Discussion in 'No Golf For You!' started by RonPrice, Dec 12, 2005.

  1. RonPrice New Member

    Message Count:
    5
    After watching 10 minutes of the Mastercard Masters in Melbourne Australia on 11/12/05 I resolved to write a short summary of my 40 years of golfing life and the result is as follows:

    HONOURABLE COMPANY2

    From the mid-1950s to the mid-1990s I played gold in the garden of my home. I was in my teens and a high school student when I started and in my fifties and about to retire from full-time employment as a teacher when I finished. I played with my boy-friends in the 1950s and with my wife and son, Daniel, in the 1990s. Golf was not played during all those forty years. When I lived in the NWT, in the NT, in SA and Victoria, states and territories in Canada and Australia, no garden golf was played. After watching some professional golf on TV yesterday, I reviewed my golf-life and concluded that I played approximately 10 games of nine and eighteen-hole golf on the big golf courses.

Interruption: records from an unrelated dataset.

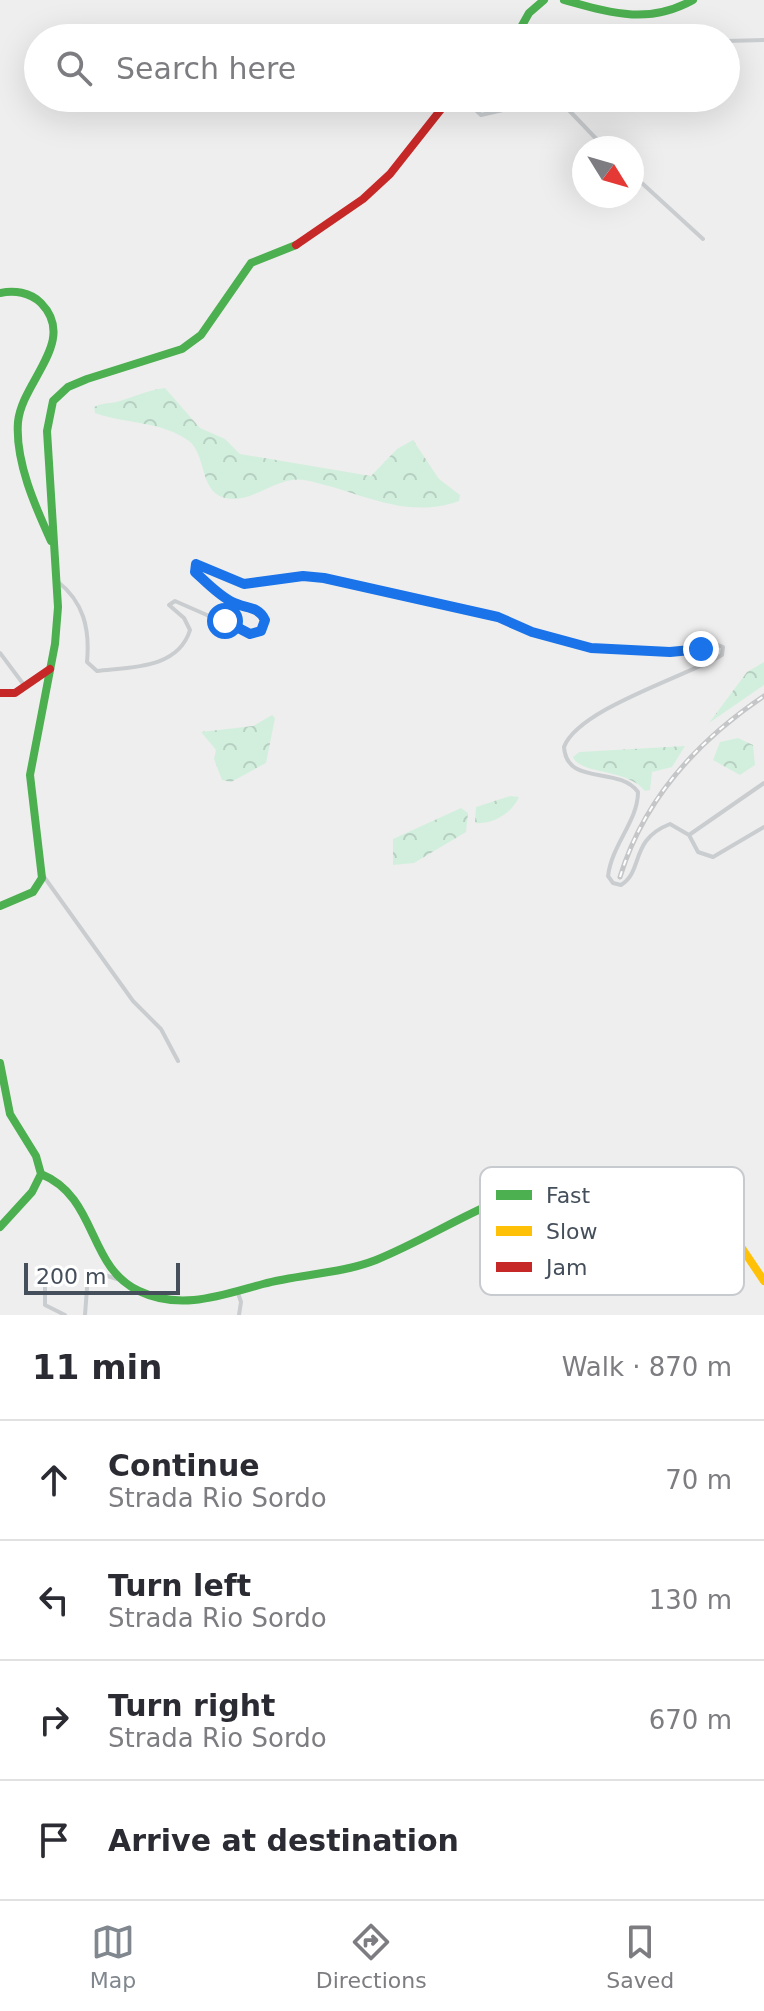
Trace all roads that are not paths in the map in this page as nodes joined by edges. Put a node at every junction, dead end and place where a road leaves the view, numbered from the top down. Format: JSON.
{"nodes":[{"id":1,"x":544,"y":0,"type":"edge"},
{"id":2,"x":564,"y":0,"type":"edge"},
{"id":3,"x":693,"y":0,"type":"edge"},
{"id":4,"x":523,"y":24,"type":"edge"},
{"id":5,"x":764,"y":40,"type":"edge"},
{"id":6,"x":740,"y":41,"type":"edge"},
{"id":7,"x":439,"y":112,"type":"edge"},
{"id":8,"x":478,"y":112,"type":"edge"},
{"id":9,"x":497,"y":112,"type":"edge"},
{"id":10,"x":572,"y":112,"type":"edge"},
{"id":11,"x":594,"y":136,"type":"edge"},
{"id":12,"x":644,"y":185,"type":"edge"},
{"id":13,"x":703,"y":239,"type":"dead end"},
{"id":14,"x":0,"y":293,"type":"edge"},
{"id":15,"x":51,"y":497,"type":"junction"},
{"id":16,"x":34,"y":499,"type":"junction"},
{"id":17,"x":39,"y":511,"type":"junction"},
{"id":18,"x":52,"y":513,"type":"junction"},
{"id":19,"x":54,"y":546,"type":"junction"},
{"id":20,"x":57,"y":581,"type":"junction"},
{"id":21,"x":0,"y":653,"type":"edge"},
{"id":22,"x":50,"y":669,"type":"junction"},
{"id":23,"x":26,"y":687,"type":"junction"},
{"id":24,"x":0,"y":693,"type":"edge"},
{"id":25,"x":764,"y":783,"type":"edge"},
{"id":26,"x":764,"y":827,"type":"edge"},
{"id":27,"x":689,"y":835,"type":"junction"},
{"id":28,"x":42,"y":874,"type":"junction"},
{"id":29,"x":0,"y":906,"type":"edge"},
{"id":30,"x":178,"y":1061,"type":"dead end"},
{"id":31,"x":0,"y":1063,"type":"edge"},
{"id":32,"x":41,"y":1174,"type":"junction"},
{"id":33,"x":480,"y":1212,"type":"edge"},
{"id":34,"x":0,"y":1227,"type":"edge"},
{"id":35,"x":744,"y":1259,"type":"edge"},
{"id":36,"x":120,"y":1280,"type":"junction"},
{"id":37,"x":764,"y":1281,"type":"edge"},
{"id":38,"x":45,"y":1283,"type":"dead end"},
{"id":39,"x":237,"y":1290,"type":"junction"},
{"id":40,"x":65,"y":1315,"type":"edge"},
{"id":41,"x":85,"y":1315,"type":"edge"},
{"id":42,"x":239,"y":1315,"type":"edge"}],
"edges":[{"from":1,"to":4,"type":"street"},
{"from":2,"to":3,"type":"street"},
{"from":5,"to":6,"type":"street"},
{"from":7,"to":15,"type":"street"},
{"from":8,"to":9,"type":"street"},
{"from":10,"to":11,"type":"street"},
{"from":12,"to":13,"type":"street"},
{"from":14,"to":16,"type":"street"},
{"from":15,"to":16,"type":"street"},
{"from":15,"to":18,"type":"street"},
{"from":16,"to":17,"type":"street"},
{"from":16,"to":18,"type":"street"},
{"from":17,"to":18,"type":"street"},
{"from":17,"to":19,"type":"street"},
{"from":18,"to":19,"type":"street"},
{"from":19,"to":20,"type":"street"},
{"from":20,"to":22,"type":"street"},
{"from":20,"to":27,"type":"street"},
{"from":21,"to":23,"type":"street"},
{"from":22,"to":23,"type":"street"},
{"from":22,"to":28,"type":"street"},
{"from":23,"to":24,"type":"street"},
{"from":25,"to":27,"type":"street"},
{"from":26,"to":27,"type":"street"},
{"from":28,"to":29,"type":"street"},
{"from":28,"to":30,"type":"street"},
{"from":31,"to":32,"type":"street"},
{"from":32,"to":34,"type":"street"},
{"from":32,"to":36,"type":"street"},
{"from":33,"to":39,"type":"street"},
{"from":35,"to":37,"type":"street"},
{"from":36,"to":39,"type":"street"},
{"from":36,"to":41,"type":"street"},
{"from":38,"to":40,"type":"street"},
{"from":39,"to":42,"type":"street"}]}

    Occasionally, perhaps half a dozen times in 40 years, I’d hit golf balls in some big field near my home just for the fun of it. I also played many games of golf on those mini-golf courses. I have no idea how many times, but I’d guess it was probably about two dozen, for my interest and pleasure in that form of golf was limited. Over the years friends would ask me to play golf, not frequently, for they soon realized that golf was not a game in which I was interested. Then there was golf on TV and in the fifty years when I watched golf, 1955 to 2005, I don’t think I ever watched more than four or five holes at one time. Watching golf was an emotional rest for my psyche; my second wife liked watching golf and I liked watching golf with my wife—but after 10 or 15 minutes I often got sleepy. Golf had become, at best, a good sedative.-Ron Price, Pioneering Over Four Epochs, December 12th 2005.

    It all started with that garbage pail
    and those golf clubs just waiting
    for someone to come along and
    take, claim them for their own.

    And I did in about ’57, just about
    the time the Guardian died,1 Yuri
    Gagarin went around the earth and
    I recovered from my first, brief, love
    Affair after kissing my first girl, Karen.

    We played a lot of golf back then
    in the garden using those old clubs
    and tins of Spud tobacco with holes
    in the bottom to let out the water.
    I think we had a nine hole course
    which we called the PGA: Price
    Golf Association, but it all ended
    in the summer of ’62 to be reborn,
    briefly in the early 1990s before
    it, too, ended as all good things do
    for a small company of honourable2
    family members in Western Australia.

    1 Shoghi Effendi, the leader of the Baha’i Faith from 1921 to 1957.
    2Early golfers played at the game for many years without any thought of forming a society or club until finally a group of Edinburgh golfers in 1744 formed a club called the Honourable Company of Edinburgh Golfers. At this time, the first rules of golf, 13 in all, were drawn up for an annual competition between sportsmen from any part of Great Britain and Ireland.-Ron Price with thanks to "A Brief History of Golf," Internet, 12/12/’05.